One change that does make a large difference all by itself is the low bitrate VBR changes. In previous versions (up to 1.1.x), the VBR code has always been conservative about low bitrates. The reasoning was that when you have so few bits, you can't afford to further reduce the bitrate in some sections just so you can improve more demanding sections. After lots of experiments, that reasoning was proven wrong and now the Opus 1.2 encoder makes full use of VBR even down to 32 kb/s.
Of course, you don't need to take our word for it. Here's a comparison between Opus versions 1.0, 1.1, and 1.2 so you can hear for yourself how the quality has improved and how Opus now sounds in general. As an anchor (OK, and also to make us look good!), we've also included MP3 samples.

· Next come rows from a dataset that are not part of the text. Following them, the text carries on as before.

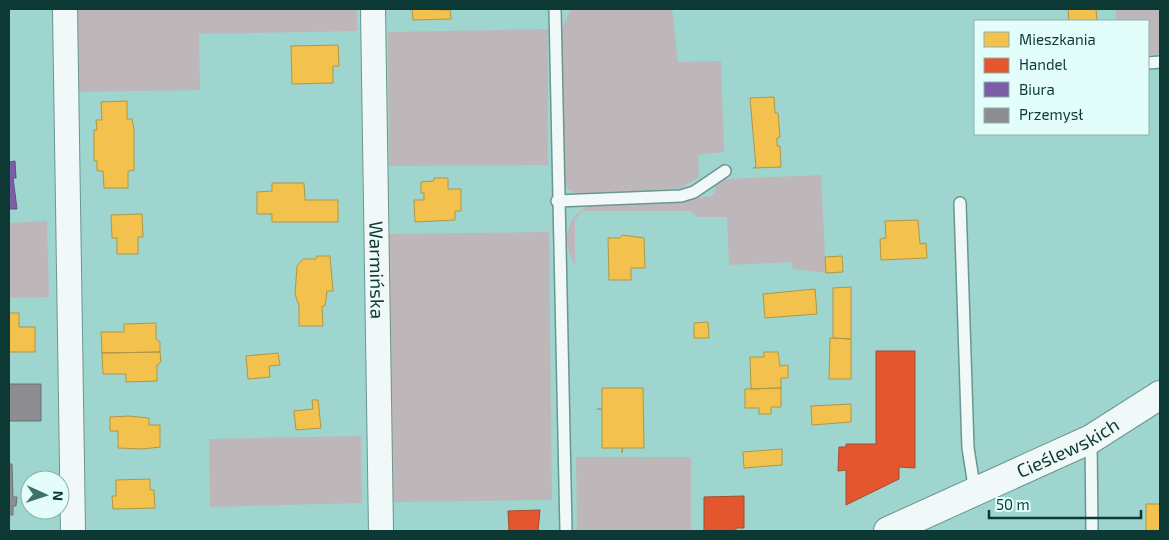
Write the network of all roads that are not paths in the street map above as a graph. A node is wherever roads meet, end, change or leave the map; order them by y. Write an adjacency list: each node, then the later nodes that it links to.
1 (65, 9): 10 (street)
2 (373, 9): 11 (street, Warmińska)
3 (554, 9): 5 (lane)
4 (725, 171): 5 (lane)
5 (557, 201): 12 (lane)
6 (960, 203): 9 (lane)
7 (1160, 394): 8 (street, Cieślewskich)
8 (1091, 439): 9 (street, Cieślewskich); 14 (lane)
9 (975, 492): 13 (street, Cieślewskich)
10 (72, 531)
11 (381, 531)
12 (566, 531)
13 (888, 531)
14 (1092, 531)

Select where to start playing when selecting a new sample
Opus 1.2 also pushes the boundary further when it comes to speech encoding. It brings many improvements to the SILK encoder, many of which actually make it simpler at the same time. The most noticeable speech quality improvements however come from tuning made to the hybrid mode. Hybrid mode is when SILK is used to encode speech frequencies up to 8 kHz while CELT is used to encode the remaining frequencies, from 8 to 20 kHz. It is one of the main reasons Opus is better than the sum of its parts. Through most of the Opus development, hybrid mode has been used mostly at bitrates around 32 kb/s, so there were always plenty of bits for the CELT layer. But for 1.2 we're pushing hybrid mode fullband speech coding all the way down to 16 kb/s. At that bitrate, every single bit counts, so we have to optimize the CELT layer to do a good job with very few bits. We also need to make sure that it gets just the right number of bits, since we don't want to starve the SILK layer which encodes the most important part of the speech.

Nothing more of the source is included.